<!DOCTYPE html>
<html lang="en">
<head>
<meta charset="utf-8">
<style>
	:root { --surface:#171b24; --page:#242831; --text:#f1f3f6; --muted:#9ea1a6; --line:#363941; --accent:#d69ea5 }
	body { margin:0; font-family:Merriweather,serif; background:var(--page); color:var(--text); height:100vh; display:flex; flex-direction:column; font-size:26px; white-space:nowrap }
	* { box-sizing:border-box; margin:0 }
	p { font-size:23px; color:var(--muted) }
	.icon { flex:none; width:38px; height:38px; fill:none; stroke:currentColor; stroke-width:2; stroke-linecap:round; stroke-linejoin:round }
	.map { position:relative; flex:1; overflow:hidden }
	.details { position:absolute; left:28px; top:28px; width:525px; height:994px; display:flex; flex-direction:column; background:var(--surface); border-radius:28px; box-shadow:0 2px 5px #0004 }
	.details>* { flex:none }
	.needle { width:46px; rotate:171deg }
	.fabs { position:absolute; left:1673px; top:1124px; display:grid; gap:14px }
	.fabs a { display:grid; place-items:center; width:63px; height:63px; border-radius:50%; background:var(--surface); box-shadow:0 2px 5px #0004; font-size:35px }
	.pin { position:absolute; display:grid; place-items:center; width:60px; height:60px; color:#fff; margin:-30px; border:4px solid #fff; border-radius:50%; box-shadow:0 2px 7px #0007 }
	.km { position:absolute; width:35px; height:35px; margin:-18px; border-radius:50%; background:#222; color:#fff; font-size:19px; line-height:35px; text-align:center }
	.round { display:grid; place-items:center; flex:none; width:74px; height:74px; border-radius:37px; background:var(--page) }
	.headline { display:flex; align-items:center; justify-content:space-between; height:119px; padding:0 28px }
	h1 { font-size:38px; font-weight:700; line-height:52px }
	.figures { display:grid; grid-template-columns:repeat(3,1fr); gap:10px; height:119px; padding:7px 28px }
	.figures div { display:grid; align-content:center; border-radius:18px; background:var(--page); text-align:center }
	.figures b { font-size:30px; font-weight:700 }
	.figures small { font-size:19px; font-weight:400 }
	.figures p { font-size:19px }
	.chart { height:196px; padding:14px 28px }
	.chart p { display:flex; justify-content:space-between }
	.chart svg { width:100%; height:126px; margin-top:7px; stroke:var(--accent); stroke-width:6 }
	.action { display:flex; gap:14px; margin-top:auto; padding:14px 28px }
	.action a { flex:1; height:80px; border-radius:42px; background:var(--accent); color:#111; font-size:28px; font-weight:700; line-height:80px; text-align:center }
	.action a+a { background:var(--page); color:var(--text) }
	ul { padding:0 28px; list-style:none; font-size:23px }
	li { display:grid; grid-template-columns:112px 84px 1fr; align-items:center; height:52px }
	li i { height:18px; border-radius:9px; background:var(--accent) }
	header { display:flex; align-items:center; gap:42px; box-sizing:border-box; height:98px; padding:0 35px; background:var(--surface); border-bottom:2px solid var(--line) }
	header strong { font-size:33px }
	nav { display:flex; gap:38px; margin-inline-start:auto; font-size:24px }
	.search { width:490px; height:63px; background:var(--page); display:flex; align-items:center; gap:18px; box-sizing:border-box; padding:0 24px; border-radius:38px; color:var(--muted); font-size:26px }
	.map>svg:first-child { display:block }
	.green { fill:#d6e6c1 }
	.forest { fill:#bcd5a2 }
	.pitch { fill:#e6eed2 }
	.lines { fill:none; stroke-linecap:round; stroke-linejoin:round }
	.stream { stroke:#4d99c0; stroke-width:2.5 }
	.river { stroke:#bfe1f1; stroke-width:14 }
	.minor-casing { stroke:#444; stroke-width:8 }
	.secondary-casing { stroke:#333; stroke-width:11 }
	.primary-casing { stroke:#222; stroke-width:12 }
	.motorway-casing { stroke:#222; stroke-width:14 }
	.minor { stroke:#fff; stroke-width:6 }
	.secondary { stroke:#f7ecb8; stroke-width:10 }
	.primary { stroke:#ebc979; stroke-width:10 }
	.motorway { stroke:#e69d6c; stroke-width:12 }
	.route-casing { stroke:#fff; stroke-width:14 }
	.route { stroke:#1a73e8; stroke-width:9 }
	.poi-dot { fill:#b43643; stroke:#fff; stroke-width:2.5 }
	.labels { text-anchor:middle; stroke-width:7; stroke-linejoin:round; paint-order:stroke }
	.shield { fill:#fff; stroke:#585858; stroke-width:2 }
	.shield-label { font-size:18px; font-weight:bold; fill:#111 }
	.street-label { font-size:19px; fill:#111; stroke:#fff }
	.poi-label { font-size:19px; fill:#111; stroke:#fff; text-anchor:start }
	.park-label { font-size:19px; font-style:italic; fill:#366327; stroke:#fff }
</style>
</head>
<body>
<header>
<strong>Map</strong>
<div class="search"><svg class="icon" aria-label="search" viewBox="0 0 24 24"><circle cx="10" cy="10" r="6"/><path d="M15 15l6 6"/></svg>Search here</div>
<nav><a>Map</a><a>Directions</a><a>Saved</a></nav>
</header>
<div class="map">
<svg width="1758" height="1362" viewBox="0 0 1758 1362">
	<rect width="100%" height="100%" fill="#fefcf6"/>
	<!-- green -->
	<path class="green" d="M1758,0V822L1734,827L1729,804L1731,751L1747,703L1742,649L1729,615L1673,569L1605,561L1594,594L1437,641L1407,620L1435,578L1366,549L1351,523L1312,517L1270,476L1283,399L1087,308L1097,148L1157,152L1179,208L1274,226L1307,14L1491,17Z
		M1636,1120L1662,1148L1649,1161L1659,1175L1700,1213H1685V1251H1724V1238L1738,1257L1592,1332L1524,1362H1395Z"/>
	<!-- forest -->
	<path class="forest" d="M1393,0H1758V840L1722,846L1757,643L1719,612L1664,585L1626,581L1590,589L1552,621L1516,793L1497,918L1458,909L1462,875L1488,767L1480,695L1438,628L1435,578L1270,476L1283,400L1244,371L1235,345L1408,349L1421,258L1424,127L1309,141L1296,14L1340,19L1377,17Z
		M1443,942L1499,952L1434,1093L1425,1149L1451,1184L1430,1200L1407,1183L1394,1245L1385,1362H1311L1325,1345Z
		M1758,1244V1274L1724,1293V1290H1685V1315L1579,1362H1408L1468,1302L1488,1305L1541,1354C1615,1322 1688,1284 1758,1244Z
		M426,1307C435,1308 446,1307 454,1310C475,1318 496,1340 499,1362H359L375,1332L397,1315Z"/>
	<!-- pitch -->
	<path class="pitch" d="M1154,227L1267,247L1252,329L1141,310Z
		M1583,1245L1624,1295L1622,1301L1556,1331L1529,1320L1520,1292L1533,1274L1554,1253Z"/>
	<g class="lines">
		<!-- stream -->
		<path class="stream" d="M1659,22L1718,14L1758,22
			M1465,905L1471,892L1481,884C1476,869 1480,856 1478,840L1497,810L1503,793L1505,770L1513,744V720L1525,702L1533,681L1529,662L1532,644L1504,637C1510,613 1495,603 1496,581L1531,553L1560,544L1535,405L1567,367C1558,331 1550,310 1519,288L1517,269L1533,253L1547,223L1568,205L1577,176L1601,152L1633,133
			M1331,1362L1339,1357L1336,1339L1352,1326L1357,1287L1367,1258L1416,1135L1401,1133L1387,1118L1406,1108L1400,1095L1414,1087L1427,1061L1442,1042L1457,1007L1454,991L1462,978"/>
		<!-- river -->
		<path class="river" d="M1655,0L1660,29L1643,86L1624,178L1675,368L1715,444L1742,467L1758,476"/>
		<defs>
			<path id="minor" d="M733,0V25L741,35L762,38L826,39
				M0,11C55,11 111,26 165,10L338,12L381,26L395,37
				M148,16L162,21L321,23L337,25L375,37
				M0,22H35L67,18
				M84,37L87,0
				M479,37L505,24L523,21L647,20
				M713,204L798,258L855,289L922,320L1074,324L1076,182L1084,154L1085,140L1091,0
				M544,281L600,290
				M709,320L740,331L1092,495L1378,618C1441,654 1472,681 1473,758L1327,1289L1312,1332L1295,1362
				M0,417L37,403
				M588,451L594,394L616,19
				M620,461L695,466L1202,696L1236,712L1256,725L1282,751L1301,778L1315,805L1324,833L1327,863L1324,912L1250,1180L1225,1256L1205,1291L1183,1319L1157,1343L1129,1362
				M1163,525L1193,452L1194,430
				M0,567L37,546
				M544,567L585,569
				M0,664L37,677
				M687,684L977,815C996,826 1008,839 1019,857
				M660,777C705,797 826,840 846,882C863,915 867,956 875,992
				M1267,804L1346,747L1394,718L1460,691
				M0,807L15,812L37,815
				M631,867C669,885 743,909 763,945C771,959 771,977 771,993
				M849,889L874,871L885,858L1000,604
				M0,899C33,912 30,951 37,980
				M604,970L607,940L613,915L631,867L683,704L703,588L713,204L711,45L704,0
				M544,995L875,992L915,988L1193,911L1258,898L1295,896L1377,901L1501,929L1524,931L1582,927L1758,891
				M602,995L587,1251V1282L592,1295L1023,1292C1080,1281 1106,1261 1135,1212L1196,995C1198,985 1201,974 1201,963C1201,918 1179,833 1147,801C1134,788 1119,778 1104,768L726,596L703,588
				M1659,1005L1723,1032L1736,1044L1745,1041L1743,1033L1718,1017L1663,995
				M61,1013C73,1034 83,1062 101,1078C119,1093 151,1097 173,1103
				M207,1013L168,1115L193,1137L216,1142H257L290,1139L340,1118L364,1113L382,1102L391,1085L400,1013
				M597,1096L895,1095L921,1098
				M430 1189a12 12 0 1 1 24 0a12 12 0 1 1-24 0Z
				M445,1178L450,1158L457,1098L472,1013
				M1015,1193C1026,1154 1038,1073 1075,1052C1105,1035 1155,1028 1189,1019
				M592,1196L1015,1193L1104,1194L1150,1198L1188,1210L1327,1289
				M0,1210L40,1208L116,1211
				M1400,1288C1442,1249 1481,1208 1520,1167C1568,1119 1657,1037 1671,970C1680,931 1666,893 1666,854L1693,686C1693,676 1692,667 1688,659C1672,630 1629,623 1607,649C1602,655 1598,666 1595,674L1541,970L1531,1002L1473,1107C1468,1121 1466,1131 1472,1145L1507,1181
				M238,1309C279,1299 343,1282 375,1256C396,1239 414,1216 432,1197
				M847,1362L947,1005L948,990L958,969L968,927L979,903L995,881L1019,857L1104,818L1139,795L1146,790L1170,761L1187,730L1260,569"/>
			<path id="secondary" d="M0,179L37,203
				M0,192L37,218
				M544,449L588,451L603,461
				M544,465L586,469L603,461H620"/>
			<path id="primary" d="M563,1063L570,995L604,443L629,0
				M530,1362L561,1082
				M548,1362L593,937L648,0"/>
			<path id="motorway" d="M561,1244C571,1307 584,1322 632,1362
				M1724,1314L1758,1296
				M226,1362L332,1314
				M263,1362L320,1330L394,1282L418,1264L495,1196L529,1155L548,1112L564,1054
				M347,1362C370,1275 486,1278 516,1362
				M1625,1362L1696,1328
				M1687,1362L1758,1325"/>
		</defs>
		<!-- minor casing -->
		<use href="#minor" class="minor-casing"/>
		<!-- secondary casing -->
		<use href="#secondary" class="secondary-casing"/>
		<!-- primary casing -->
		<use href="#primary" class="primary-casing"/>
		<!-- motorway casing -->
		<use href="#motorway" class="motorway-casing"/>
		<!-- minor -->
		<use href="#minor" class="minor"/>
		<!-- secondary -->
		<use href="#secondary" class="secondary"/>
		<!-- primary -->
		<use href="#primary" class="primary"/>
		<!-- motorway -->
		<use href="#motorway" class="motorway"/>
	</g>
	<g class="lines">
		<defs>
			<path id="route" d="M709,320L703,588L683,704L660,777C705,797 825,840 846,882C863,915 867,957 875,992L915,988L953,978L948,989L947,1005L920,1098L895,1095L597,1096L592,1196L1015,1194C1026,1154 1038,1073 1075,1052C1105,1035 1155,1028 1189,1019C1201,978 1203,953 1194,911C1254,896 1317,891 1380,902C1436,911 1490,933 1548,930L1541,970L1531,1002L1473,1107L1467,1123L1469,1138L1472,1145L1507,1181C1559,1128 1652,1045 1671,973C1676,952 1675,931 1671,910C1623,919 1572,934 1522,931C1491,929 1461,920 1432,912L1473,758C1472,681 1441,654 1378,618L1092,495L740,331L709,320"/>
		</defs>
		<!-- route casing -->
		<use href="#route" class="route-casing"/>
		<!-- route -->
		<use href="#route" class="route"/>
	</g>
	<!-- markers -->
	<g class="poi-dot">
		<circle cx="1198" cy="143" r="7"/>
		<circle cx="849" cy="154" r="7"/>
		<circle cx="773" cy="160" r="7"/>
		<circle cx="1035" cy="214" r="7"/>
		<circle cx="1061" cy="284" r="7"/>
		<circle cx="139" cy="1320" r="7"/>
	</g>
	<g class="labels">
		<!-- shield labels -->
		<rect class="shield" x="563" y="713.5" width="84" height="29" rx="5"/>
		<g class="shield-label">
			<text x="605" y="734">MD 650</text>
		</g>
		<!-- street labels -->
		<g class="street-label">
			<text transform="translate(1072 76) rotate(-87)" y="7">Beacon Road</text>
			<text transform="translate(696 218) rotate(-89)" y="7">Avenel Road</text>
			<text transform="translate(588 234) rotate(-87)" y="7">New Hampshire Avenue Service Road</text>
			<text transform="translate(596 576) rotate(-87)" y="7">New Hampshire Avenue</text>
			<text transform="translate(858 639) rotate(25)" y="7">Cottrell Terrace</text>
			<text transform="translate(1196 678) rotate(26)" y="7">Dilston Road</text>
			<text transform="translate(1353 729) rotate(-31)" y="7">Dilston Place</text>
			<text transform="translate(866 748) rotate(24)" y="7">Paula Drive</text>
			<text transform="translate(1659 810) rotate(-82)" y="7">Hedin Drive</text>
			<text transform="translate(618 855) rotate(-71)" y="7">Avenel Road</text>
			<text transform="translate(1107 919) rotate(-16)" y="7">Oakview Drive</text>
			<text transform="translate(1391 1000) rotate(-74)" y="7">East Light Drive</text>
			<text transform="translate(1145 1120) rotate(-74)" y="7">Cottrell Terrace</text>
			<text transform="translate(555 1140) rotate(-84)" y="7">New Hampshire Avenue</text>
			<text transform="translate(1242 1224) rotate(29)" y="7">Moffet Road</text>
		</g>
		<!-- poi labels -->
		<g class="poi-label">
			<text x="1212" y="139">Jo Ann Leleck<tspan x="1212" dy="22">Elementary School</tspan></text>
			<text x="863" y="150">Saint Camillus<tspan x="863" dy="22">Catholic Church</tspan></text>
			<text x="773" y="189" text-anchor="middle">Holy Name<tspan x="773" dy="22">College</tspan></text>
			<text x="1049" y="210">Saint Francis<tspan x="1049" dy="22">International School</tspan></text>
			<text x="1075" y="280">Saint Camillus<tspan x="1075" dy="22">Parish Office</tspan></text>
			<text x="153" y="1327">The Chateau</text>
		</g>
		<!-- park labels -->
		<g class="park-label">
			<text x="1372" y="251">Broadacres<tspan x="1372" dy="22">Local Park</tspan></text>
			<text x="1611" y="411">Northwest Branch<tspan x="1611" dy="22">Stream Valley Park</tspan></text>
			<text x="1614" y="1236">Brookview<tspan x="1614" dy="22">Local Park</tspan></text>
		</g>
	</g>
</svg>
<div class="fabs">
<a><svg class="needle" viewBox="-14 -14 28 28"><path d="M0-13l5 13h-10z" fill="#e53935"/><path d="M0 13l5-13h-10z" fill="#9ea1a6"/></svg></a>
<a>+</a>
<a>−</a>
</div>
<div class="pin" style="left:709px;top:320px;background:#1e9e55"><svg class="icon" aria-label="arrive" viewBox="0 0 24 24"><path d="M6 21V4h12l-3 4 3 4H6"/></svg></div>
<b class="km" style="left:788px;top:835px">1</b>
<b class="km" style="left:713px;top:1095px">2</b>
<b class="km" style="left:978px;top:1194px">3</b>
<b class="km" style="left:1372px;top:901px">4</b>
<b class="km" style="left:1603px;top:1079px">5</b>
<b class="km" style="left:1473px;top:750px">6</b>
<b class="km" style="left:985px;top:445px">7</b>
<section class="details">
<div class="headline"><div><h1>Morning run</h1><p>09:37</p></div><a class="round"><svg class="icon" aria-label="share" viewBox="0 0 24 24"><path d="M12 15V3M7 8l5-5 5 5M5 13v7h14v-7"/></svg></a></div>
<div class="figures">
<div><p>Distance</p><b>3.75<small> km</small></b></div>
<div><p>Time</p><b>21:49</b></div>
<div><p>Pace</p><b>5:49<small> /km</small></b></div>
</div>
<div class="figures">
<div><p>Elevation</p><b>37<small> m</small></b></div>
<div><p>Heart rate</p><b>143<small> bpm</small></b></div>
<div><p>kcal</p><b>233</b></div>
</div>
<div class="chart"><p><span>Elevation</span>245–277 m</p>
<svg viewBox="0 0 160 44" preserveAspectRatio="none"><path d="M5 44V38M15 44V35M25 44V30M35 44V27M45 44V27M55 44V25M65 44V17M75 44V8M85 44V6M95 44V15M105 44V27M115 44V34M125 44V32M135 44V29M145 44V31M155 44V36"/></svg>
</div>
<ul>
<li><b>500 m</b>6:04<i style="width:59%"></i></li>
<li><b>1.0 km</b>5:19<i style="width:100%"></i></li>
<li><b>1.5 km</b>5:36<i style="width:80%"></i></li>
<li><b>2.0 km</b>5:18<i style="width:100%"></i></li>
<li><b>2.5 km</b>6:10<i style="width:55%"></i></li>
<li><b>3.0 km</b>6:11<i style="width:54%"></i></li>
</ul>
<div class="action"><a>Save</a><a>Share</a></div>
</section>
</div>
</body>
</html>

# # # # # # #

■ What is expected: Repeat only what lies between the first line of the data and the line containing "flex:none; width:38px; height:38px;", both of those lines included, exactly as it stands.

■ Written solution:
<!DOCTYPE html>
<html lang="en">
<head>
<meta charset="utf-8">
<style>
	:root { --surface:#171b24; --page:#242831; --text:#f1f3f6; --muted:#9ea1a6; --line:#363941; --accent:#d69ea5 }
	body { margin:0; font-family:Merriweather,serif; background:var(--page); color:var(--text); height:100vh; display:flex; flex-direction:column; font-size:26px; white-space:nowrap }
	* { box-sizing:border-box; margin:0 }
	p { font-size:23px; color:var(--muted) }
	.icon { flex:none; width:38px; height:38px; fill:none; stroke:currentColor; stroke-width:2; stroke-linecap:round; stroke-linejoin:round }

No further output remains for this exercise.